§ **Directions**:
Return all the lines below exactly as written. Drop every picture.

——————————

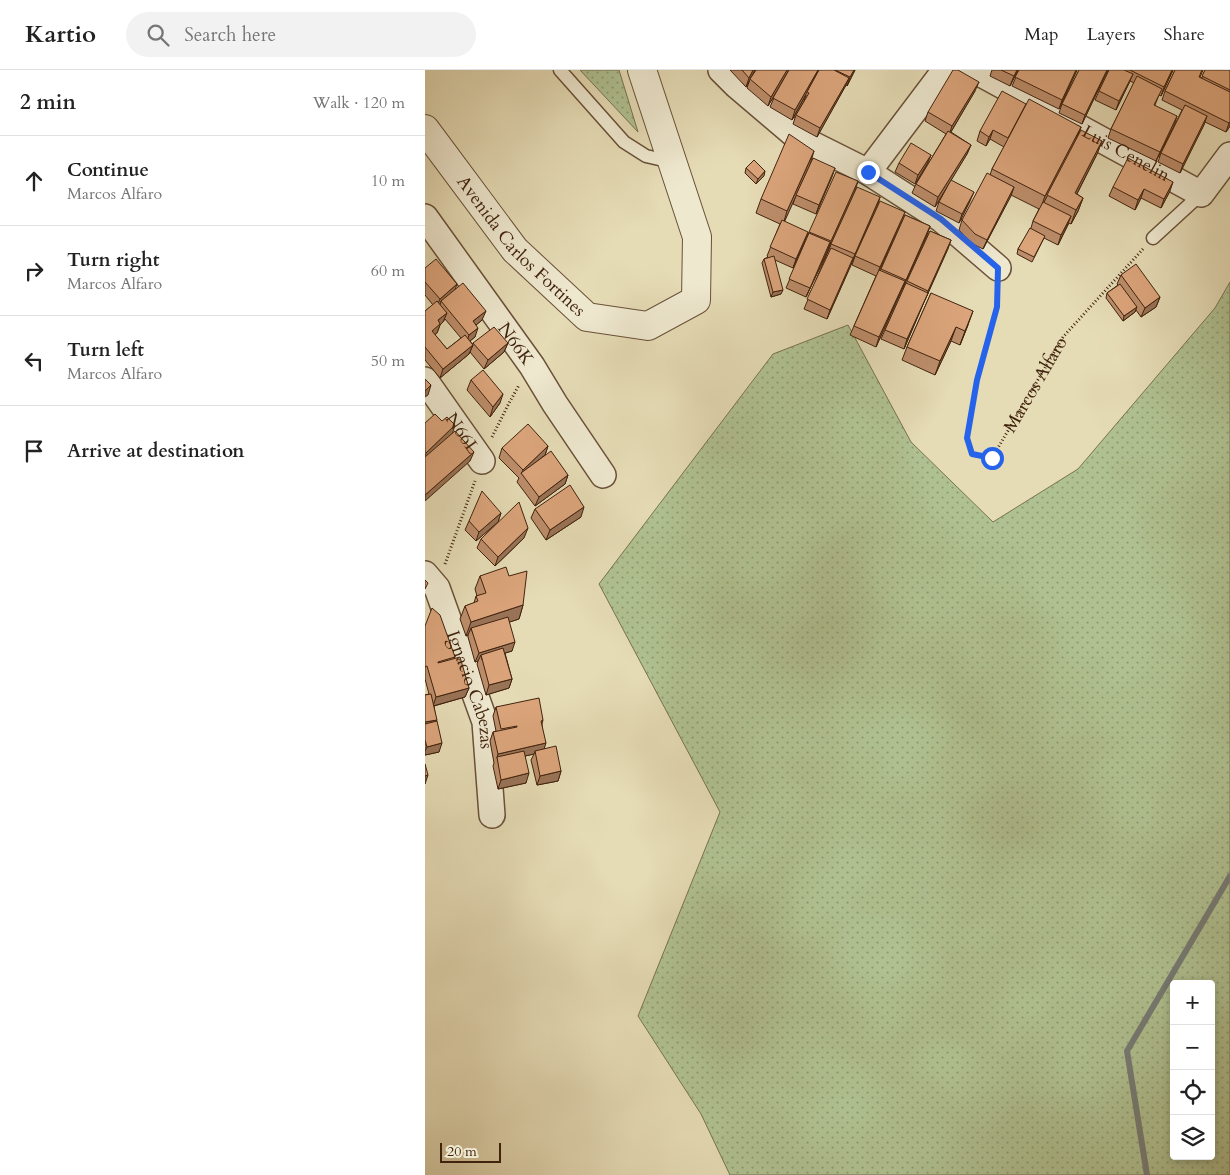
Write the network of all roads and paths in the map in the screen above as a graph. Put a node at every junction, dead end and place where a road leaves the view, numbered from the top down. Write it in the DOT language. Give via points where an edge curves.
graph roads {
  1 [pos="560,70"];
  2 [pos="643,70"];
  3 [pos="721,70"];
  4 [pos="945,70"];
  5 [pos="980,72"];
  6 [pos="425,129"];
  7 [pos="1230,155"];
  8 [pos="672,162"];
  9 [pos="868,172"];
  10 [pos="1201,194"];
  11 [pos="425,217"];
  12 [pos="1153,238"];
  13 [pos="998,268"];
  14 [pos="425,380"];
  15 [pos="482,461"];
  16 [pos="603,475"];
  17 [pos="431,581"];
  18 [pos="425,612"];
  19 [pos="492,814"];
  1 -- 8 [label="lane" via="624,142 646,156"];
  2 -- 8 [label="street, Avenida Carlos Fortines"];
  3 -- 9 [label="street" via="796,136"];
  4 -- 9 [label="street"];
  5 -- 10 [label="street, Luis Cenelin"];
  6 -- 8 [label="street, Avenida Carlos Fortines" via="515,250 587,317 648,326 696,300 697,237"];
  7 -- 10 [label="street"];
  9 -- 13 [label="street" via="941,219"];
  10 -- 12 [label="lane"];
  11 -- 16 [label="street, N66K" via="532,366"];
  12 -- 13 [label="path, Marcos Alfaro" via="1063,337 992,458 972,454 967,438 977,380 997,307"];
  14 -- 15 [label="street, N66L"];
  17 -- 18 [label="street"];
  17 -- 19 [label="street, Ignacio Cabezas" via="485,722"];
}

——————————

§ **Response below**:
Write the network of all roads and paths in the map in the screen above as a graph. Put a node at every junction, dead end and place where a road leaves the view, numbered from the top down. Write it in the DOT language. Give via points where an edge curves.
graph roads {
  1 [pos="560,70"];
  2 [pos="643,70"];
  3 [pos="721,70"];
  4 [pos="945,70"];
  5 [pos="980,72"];
  6 [pos="425,129"];
  7 [pos="1230,155"];
  8 [pos="672,162"];
  9 [pos="868,172"];
  10 [pos="1201,194"];
  11 [pos="425,217"];
  12 [pos="1153,238"];
  13 [pos="998,268"];
  14 [pos="425,380"];
  15 [pos="482,461"];
  16 [pos="603,475"];
  17 [pos="431,581"];
  18 [pos="425,612"];
  19 [pos="492,814"];
  1 -- 8 [label="lane" via="624,142 646,156"];
  2 -- 8 [label="street, Avenida Carlos Fortines"];
  3 -- 9 [label="street" via="796,136"];
  4 -- 9 [label="street"];
  5 -- 10 [label="street, Luis Cenelin"];
  6 -- 8 [label="street, Avenida Carlos Fortines" via="515,250 587,317 648,326 696,300 697,237"];
  7 -- 10 [label="street"];
  9 -- 13 [label="street" via="941,219"];
  10 -- 12 [label="lane"];
  11 -- 16 [label="street, N66K" via="532,366"];
  12 -- 13 [label="path, Marcos Alfaro" via="1063,337 992,458 972,454 967,438 977,380 997,307"];
  14 -- 15 [label="street, N66L"];
  17 -- 18 [label="street"];
  17 -- 19 [label="street, Ignacio Cabezas" via="485,722"];
}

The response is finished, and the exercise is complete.